Thursday, February 22, 2007

Heresy's kiss

We are having a parish retreat with Father Simeon Gallagher this week.

He is using as the basis of the retreat Mathew 2: 1-11 – the story of the Magi.

Last night he talked about evil – Herod in the story. He pointed out that Herod/evil is with us still, putting on a pious, positive face to conceal his true actions and intentions.

Fr. Gallagher said we can’t/won’t confront evil because of what he called the three “P’s” – Passivity, Privacy and Peace (at all coasts).

Good stuff, all. Lots to think about. I’ve been thinking of the privacy problem.

We have made a false god of privacy. Whatever you do in the privacy of your home is your own business – drugs, sex, porn, etc.

But by allowing privacy to become such a sacred value we have allowed the degradation of other values.

And it did not take a frontal assault by evil (ala Lord of the Rings). It has crept in disguised as being progressive, open, nonjudgmental, and so on.

Take sex. Sex, once at least ideally reserved for marriage - I’m not naïve enough to say that was the practice in many cases, but it was at least the ideal – is now accepted as a part of dating. So are living together. My wife commented on a co-worker who is a “devout” churchgoer with God forever on her lips, yet she is living with her boyfriend and sees no conflict.

But while some of us might dismiss sex as just a small thing, and not really evil if we love each other or we’re “engaged,” it is one of the tools used by evil to open us to greater evils and to ultimate corruption (think Screwtape).

Sexual immorality begets broken families, dysfunction, crime, and violence – even terrorism (would Osama Bin Laden be able to argue about the corruption of Western Society if there weren’t some truth in his claims?).

G. K. Chesterton (as usual) foresaw this.

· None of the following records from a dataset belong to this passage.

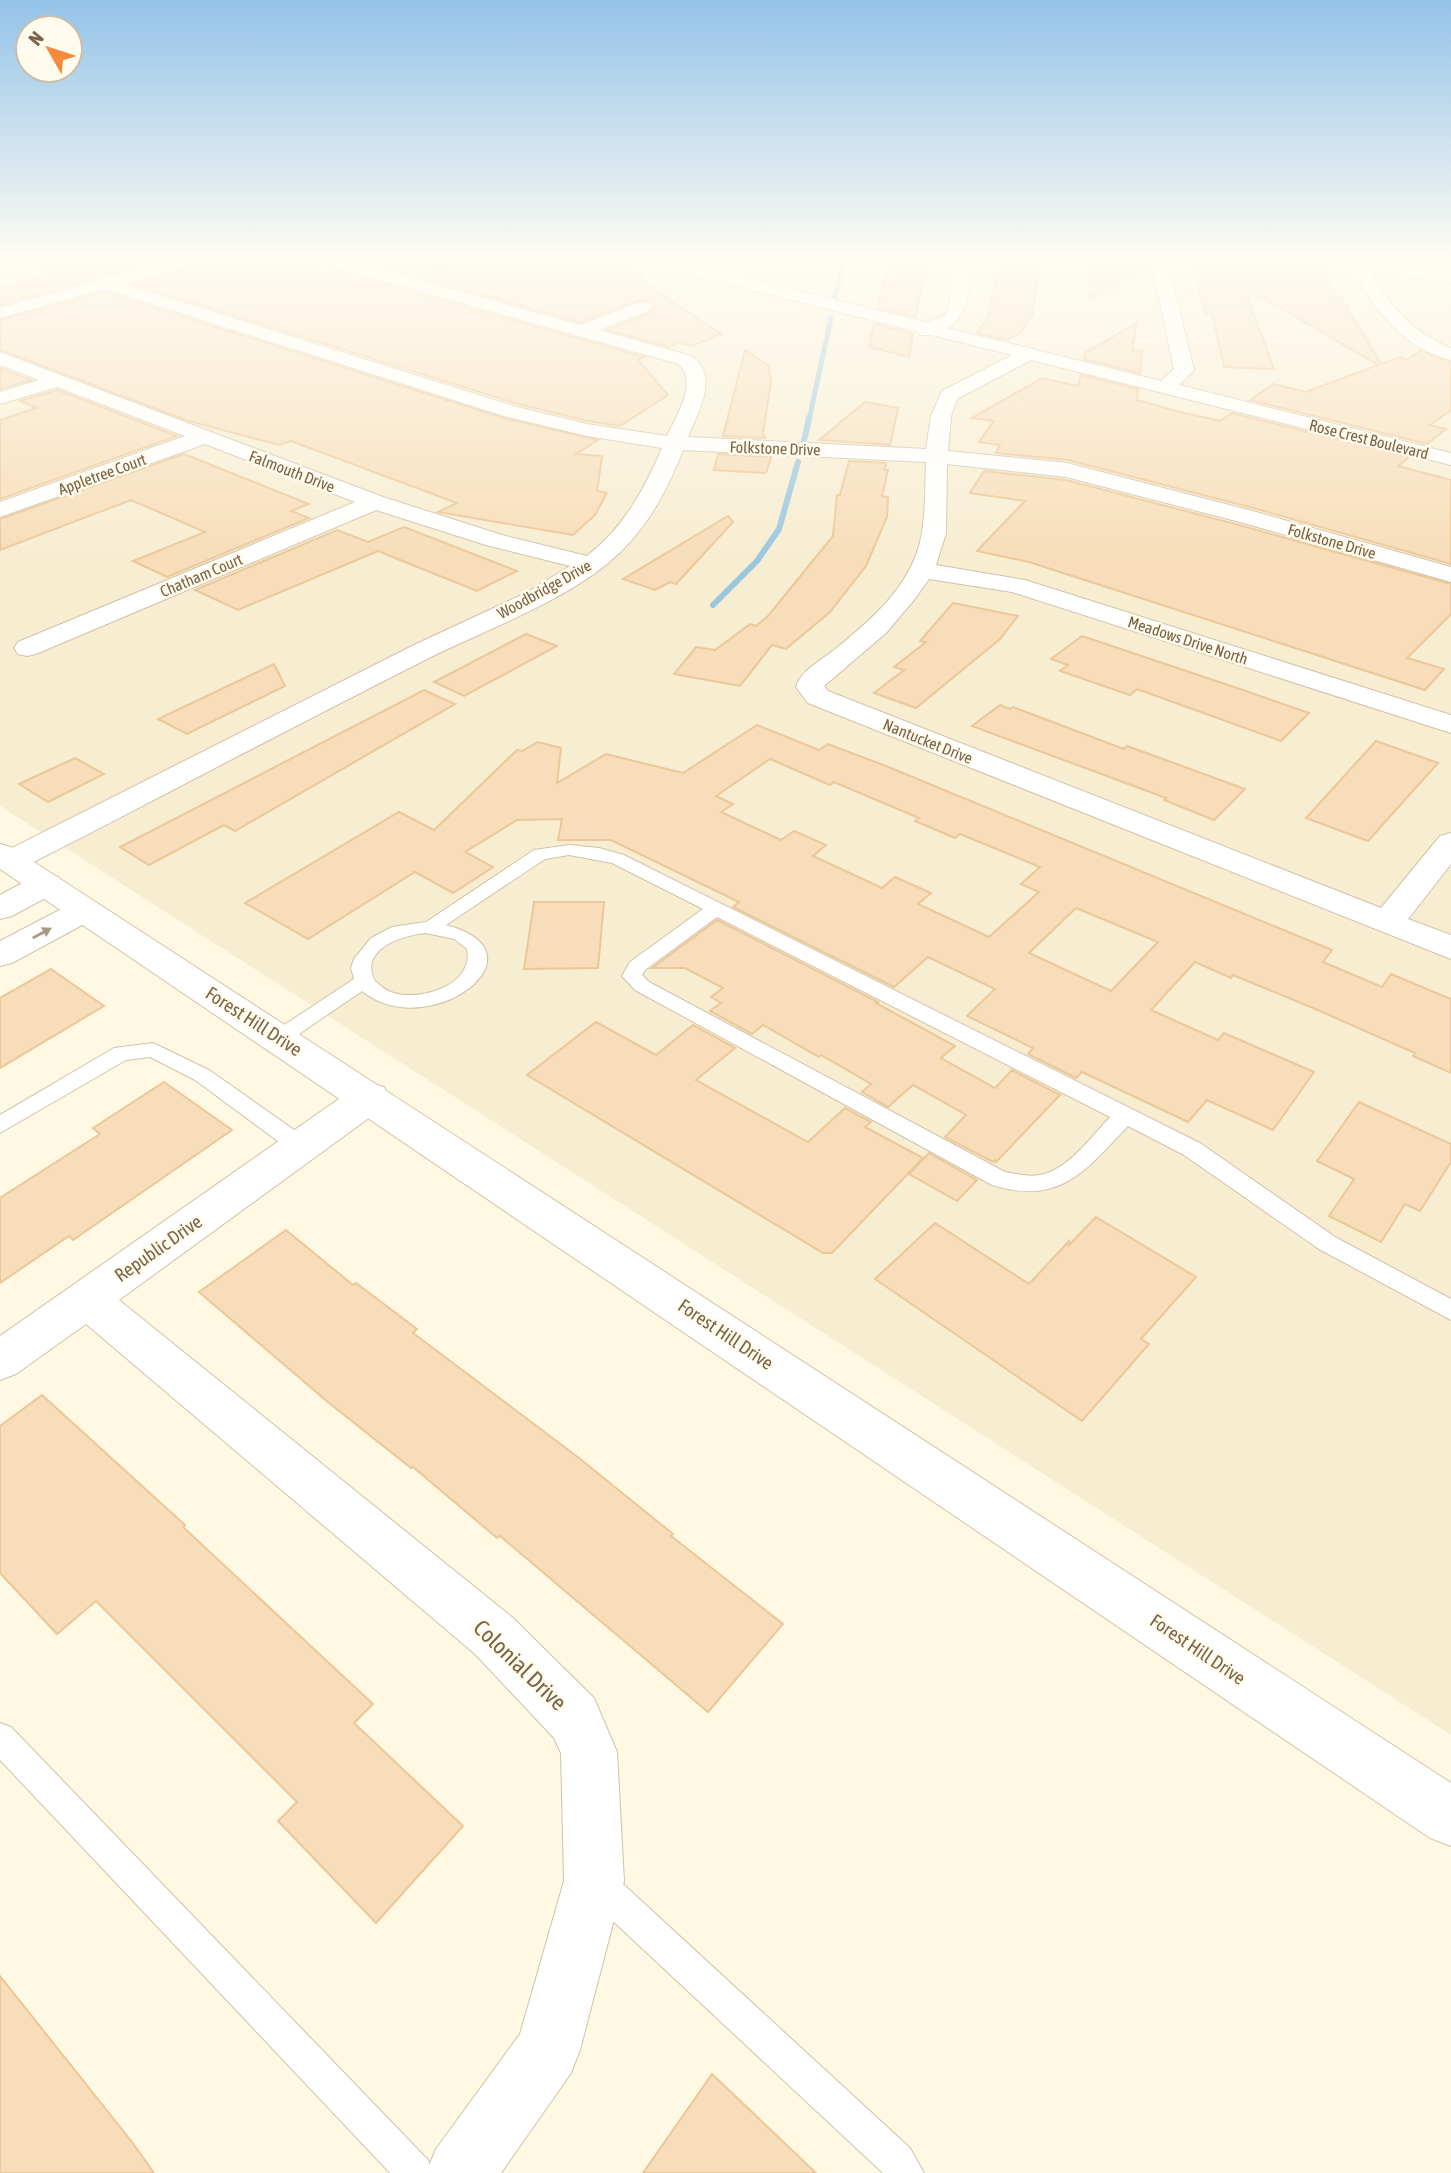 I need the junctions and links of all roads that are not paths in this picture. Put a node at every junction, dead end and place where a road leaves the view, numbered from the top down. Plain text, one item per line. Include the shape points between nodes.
1 (339, 357) edge
2 (679, 357) edge
3 (1022, 357) edge
4 (1037, 357) edge
5 (1181, 357) edge
6 (0, 358) edge
7 (55, 381) junction
8 (1166, 388) junction
9 (0, 398) edge
10 (204, 437) junction
11 (674, 443) junction
12 (937, 456) junction
13 (1451, 459) edge
14 (375, 502) junction
15 (0, 510) edge
16 (591, 564) junction
17 (921, 570) junction
18 (1451, 575) edge
19 (27, 648) dead end
20 (1451, 724) edge
21 (1451, 843) edge
22 (19, 867) edge
23 (0, 909) edge
24 (716, 909) junction
25 (85, 910) junction
26 (1387, 923) junction
27 (431, 927) junction
28 (1451, 948) edge
29 (0, 955) edge
30 (363, 982) junction
31 (279, 1038) junction
32 (370, 1097) junction
33 (1126, 1114) junction
34 (0, 1125) edge
35 (309, 1141) junction
36 (87, 1299) junction
37 (1451, 1310) edge
38 (0, 1361) edge
39 (0, 1738) edge
40 (1451, 1817) edge
41 (594, 1881) junction
42 (415, 2173) edge
43 (460, 2173) edge
44 (906, 2173) edge

1 - 11 street, Folkstone Drive via 511,412
2 - 11 street, Woodbridge Drive via 692,364 698,379
3 - 12 street, Nantucket Drive via 949,395
4 - 8 street, Rose Crest Boulevard
5 - 8 street via 1184,370
6 - 7 street, Falmouth Drive
7 - 9 street
7 - 10 street, Falmouth Drive
8 - 13 street, Rose Crest Boulevard
10 - 14 street, Falmouth Drive
10 - 15 street, Appletree Court
11 - 12 street, Folkstone Drive
11 - 16 street, Woodbridge Drive via 640,516
12 - 17 street, Nantucket Drive via 936,524
12 - 18 street, Folkstone Drive via 1067,470
14 - 16 street, Falmouth Drive via 494,540
14 - 19 street, Chatham Court
16 - 22 street, Woodbridge Drive via 535,598 423,651
17 - 20 street, Meadows Drive North via 1016,585
17 - 26 street, Nantucket Drive via 892,610 857,646 811,682 818,697
21 - 26 street
22 - 23 street, Woodbridge Drive
22 - 25 street, Forest Hill Drive
24 - 27 lane via 618,859 569,850 540,854
24 - 33 lane
24 - 33 lane via 637,966 632,976 642,986 1000,1179 1023,1184 1052,1181 1073,1167
29 -> 25 street
25 - 31 street, Forest Hill Drive
26 - 28 street, Nantucket Drive
27 - 30 lane via 391,934 375,944 364,956
27 - 30 lane via 464,935 475,945 480,957 467,982 436,999 415,1002 377,994
30 - 31 lane
31 - 32 street, Forest Hill Drive
32 - 35 street
32 - 40 street, Forest Hill Drive
33 - 37 lane via 1192,1149 1327,1243
34 - 35 lane via 121,1053 153,1050
35 - 36 street, Republic Drive
36 - 38 street, Republic Drive
36 - 41 street, Colonial Drive via 494,1636 574,1718 589,1752
39 - 42 lane
41 - 43 street, Colonial Drive via 548,2050
41 - 44 lane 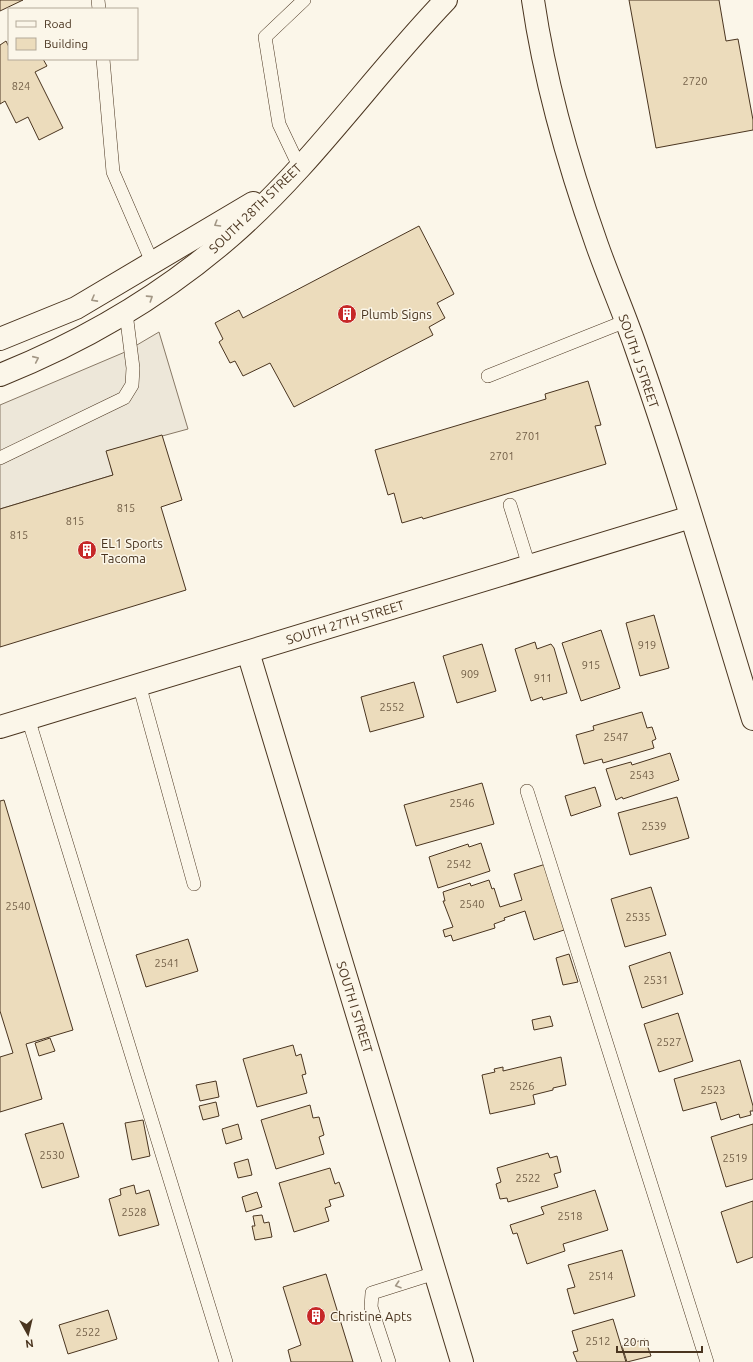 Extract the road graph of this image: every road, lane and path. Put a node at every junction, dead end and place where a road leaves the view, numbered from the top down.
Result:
1 (304, 0) edge
2 (446, 0) edge
3 (533, 0) edge
4 (103, 60) edge
5 (299, 166) junction
6 (276, 192) junction
7 (152, 262) junction
8 (126, 313) junction
9 (626, 321) junction
10 (0, 339) edge
11 (0, 375) edge
12 (488, 376) dead end
13 (0, 458) edge
14 (510, 505) dead end
15 (691, 517) junction
16 (529, 566) junction
17 (248, 652) junction
18 (139, 684) junction
19 (28, 718) junction
20 (753, 719) edge
21 (0, 727) edge
22 (527, 792) dead end
23 (194, 884) dead end
24 (435, 1273) junction
25 (226, 1362) edge
26 (389, 1362) edge
27 (462, 1362) edge
28 (707, 1362) edge

1 - 5 lane
2 - 5 street, SOUTH 28TH STREET
3 - 9 street, SOUTH J STREET
4 - 7 lane
5 - 6 street, SOUTH 28TH STREET
6 -> 7 street
8 -> 6 street, SOUTH 28TH STREET
7 -> 10 street
11 -> 8 street, SOUTH 28TH STREET
8 - 13 lane
9 - 12 lane
9 - 15 street, SOUTH J STREET
14 - 16 lane
15 - 16 street, SOUTH 27TH STREET
15 - 20 street, SOUTH J STREET
16 - 17 street, SOUTH 27TH STREET
17 - 18 street, SOUTH 27TH STREET
17 - 24 street, SOUTH I STREET
18 - 19 street, SOUTH 27TH STREET
18 - 23 lane
19 - 21 street, SOUTH 27TH STREET
19 - 25 lane
22 - 28 lane
24 -> 26 lane
24 - 27 street, SOUTH I STREET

In a 1926 essay called “The Next Heresy” he wrote:

For the next great heresy in going to be simply an attack on morality; and especially on sexual morality. And it is coming, not from a few Socialists surviving from the Fabian Society, but from the living exultant energy of the rich resolved to enjoy themselves at last, with neither Popery nor Puritanism nor Socialism to hold them back … The madness of tomorrow is not in Moscow, but much more in Manhattan.

It’s not coming, G. K. It’s here.

3 comments:

Paul Pennyfeather said...

I'm shocked you found a priest who questioned the value of "peace at all costs." I thought such things were heresy to the groovy, modern Church. I lift my glass to Father Simeon Gallagher!

"The madness of tomorrow is not in Moscow, but much more in Manhattan."

Actually, GKC was a little off. The madness of tomorrow (in GKC's time) was from Moscow. It was the madness from the day-after-tommorow that came from Manhattan.

Today the madness comes from Mecca, via Manhattan. Too bad we don't have GKC to help set us on the proper course.

A Secular Franciscan said...

Ah, but even in Chesterton's day the greater danger was from Manhattan (Moscow would ultimately collapse - with a struggle, true - and I suspect any good Catholic of the time would have seen that)- and "Mecca" would not be the problem it is is Manhattan had not seduced us.

Manhattan attacked our souls, not our nations.

Billiam said...

The rise of Liberalism is what has poisoned society. Fathers are no longer needed, the feminization of boys, the rise of the un-man, and the offensive against belief in God. All this stems from the Liberalism that was reborn in the 60's. It may have started on the coasts, but today it reaches even the heartland.